MATERIAL SUPPLIED START

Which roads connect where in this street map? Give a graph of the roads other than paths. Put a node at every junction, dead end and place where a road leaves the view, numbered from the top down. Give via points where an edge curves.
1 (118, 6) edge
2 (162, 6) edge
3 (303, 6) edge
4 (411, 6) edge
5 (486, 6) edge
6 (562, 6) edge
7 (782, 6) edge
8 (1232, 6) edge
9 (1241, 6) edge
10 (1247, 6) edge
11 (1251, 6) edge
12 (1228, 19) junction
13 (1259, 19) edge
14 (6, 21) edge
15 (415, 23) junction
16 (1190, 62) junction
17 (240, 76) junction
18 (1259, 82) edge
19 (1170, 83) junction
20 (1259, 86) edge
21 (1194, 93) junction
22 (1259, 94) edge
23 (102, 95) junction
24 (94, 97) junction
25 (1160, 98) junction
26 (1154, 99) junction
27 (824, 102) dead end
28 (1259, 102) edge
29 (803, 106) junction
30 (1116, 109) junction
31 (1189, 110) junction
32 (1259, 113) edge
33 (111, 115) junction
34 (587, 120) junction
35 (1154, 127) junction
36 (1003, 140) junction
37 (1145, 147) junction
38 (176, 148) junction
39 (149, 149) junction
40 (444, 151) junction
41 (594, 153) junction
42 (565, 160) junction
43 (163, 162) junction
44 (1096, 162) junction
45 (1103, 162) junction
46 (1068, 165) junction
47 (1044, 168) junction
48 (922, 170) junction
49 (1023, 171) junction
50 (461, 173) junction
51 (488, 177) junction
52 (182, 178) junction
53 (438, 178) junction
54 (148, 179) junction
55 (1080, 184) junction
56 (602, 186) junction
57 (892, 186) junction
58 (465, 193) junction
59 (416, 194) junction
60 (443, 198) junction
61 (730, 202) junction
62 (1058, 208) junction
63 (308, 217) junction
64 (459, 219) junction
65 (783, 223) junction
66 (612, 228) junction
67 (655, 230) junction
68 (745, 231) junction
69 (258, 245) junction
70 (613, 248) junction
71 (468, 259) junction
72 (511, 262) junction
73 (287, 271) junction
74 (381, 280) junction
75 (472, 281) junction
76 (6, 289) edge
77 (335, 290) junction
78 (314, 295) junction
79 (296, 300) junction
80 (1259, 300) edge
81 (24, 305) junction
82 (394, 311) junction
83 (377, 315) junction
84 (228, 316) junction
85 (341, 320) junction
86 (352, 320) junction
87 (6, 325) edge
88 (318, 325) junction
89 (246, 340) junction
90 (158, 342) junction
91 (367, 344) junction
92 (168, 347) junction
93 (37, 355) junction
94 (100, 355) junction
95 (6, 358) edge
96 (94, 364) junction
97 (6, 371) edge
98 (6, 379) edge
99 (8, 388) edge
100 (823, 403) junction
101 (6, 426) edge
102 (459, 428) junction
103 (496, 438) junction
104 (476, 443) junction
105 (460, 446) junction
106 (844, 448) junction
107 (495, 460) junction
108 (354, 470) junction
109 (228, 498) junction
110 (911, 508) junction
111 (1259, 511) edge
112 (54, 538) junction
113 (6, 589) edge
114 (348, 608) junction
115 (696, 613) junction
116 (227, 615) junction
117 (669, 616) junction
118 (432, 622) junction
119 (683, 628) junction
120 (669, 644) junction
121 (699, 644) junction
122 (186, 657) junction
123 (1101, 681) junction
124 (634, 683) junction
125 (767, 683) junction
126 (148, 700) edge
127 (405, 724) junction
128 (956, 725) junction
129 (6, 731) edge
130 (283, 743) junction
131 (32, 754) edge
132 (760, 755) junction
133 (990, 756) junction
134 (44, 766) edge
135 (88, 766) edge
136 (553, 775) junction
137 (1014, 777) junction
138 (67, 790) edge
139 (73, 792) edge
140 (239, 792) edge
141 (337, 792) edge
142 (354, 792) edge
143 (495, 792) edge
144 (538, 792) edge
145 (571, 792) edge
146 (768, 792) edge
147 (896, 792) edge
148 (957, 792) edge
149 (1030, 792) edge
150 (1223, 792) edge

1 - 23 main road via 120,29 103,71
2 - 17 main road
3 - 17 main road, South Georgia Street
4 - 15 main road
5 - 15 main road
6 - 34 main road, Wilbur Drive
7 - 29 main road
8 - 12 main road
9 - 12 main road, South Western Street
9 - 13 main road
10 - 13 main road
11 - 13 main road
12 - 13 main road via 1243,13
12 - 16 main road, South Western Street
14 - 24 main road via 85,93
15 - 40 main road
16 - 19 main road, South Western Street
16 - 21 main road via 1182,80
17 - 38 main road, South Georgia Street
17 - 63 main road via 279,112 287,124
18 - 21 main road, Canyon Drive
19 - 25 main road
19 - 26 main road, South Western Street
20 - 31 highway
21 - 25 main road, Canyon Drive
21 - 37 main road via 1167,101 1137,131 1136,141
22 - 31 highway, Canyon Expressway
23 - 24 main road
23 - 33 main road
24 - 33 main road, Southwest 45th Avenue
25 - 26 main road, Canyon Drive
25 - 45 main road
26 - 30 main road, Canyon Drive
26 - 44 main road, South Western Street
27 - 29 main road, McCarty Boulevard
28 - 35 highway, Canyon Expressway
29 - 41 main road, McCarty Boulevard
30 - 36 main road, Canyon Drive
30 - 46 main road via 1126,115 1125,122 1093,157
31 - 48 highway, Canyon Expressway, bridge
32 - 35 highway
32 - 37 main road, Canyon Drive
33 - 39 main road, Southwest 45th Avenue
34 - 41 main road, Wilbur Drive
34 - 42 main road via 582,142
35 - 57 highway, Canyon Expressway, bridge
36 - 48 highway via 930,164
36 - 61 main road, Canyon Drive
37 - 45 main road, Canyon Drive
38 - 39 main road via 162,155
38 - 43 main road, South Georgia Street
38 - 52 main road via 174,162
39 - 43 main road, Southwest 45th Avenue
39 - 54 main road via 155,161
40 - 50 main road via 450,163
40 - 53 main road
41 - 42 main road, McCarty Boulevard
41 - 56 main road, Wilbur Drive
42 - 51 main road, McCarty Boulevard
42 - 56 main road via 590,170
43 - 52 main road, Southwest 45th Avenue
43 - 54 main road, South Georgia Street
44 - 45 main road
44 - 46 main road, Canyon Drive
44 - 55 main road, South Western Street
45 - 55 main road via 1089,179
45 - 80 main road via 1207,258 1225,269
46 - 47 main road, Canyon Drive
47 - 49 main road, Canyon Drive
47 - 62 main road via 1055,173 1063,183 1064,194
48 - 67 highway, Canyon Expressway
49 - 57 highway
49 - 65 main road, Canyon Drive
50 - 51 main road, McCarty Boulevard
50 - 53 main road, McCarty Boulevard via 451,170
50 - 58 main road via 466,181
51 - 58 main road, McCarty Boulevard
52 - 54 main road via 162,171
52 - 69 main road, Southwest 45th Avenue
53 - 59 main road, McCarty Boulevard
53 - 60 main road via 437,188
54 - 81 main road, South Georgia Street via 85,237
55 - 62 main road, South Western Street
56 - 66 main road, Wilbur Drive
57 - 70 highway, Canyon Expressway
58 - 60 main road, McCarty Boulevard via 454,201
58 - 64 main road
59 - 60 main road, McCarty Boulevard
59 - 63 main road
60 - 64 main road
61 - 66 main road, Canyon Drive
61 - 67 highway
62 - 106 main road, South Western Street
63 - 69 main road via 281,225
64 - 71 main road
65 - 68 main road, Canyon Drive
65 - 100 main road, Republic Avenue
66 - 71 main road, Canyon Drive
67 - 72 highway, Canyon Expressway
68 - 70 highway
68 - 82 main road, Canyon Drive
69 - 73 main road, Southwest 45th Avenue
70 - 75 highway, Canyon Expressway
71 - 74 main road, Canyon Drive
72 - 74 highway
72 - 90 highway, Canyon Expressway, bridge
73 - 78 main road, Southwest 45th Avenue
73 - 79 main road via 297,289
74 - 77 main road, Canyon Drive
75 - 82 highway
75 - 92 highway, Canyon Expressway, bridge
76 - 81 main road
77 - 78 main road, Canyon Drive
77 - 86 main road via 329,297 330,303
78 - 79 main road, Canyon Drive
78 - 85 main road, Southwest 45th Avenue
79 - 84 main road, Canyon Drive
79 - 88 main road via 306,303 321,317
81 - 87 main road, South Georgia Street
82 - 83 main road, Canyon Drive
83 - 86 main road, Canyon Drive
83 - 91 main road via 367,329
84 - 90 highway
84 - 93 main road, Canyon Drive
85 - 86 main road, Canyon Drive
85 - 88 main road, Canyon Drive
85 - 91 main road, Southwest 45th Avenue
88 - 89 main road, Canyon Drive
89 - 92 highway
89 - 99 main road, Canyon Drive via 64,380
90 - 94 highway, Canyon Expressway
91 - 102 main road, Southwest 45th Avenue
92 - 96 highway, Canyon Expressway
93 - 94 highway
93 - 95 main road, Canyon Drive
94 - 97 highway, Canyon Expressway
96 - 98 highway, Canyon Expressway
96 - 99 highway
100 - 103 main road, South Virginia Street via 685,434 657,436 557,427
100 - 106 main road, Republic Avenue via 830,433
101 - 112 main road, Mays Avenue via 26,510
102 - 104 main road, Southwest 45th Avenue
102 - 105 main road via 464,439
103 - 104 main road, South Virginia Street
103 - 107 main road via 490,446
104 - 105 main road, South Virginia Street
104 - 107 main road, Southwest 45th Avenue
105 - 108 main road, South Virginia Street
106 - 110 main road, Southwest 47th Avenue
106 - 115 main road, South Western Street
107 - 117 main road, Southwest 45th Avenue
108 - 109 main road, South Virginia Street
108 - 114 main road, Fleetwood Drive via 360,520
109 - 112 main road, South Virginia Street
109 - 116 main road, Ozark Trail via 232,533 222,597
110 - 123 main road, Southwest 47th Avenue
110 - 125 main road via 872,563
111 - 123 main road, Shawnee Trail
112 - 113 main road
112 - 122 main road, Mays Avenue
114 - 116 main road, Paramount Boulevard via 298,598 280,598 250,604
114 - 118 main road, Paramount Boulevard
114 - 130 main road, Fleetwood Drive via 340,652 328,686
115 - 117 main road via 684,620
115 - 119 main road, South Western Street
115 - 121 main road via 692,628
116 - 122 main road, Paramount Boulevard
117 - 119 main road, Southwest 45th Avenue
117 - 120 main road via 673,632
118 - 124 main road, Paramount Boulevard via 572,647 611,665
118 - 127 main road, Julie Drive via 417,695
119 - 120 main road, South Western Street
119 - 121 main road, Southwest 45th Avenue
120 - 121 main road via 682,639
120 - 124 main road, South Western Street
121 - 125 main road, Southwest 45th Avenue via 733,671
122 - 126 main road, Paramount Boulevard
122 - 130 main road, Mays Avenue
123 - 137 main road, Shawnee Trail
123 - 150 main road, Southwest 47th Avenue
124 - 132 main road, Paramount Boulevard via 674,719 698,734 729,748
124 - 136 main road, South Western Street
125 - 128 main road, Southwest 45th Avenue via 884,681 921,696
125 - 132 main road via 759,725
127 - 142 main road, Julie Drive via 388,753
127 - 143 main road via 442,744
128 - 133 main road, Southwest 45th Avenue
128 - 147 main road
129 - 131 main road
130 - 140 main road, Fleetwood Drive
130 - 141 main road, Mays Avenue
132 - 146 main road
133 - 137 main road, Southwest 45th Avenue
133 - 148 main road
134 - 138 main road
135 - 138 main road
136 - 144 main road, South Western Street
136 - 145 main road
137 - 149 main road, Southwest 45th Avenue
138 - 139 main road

MATERIAL SUPPLIED END

Copy every line of the entries above in which "Julie" occurs.

118 - 127 main road, Julie Drive via 417,695
127 - 142 main road, Julie Drive via 388,753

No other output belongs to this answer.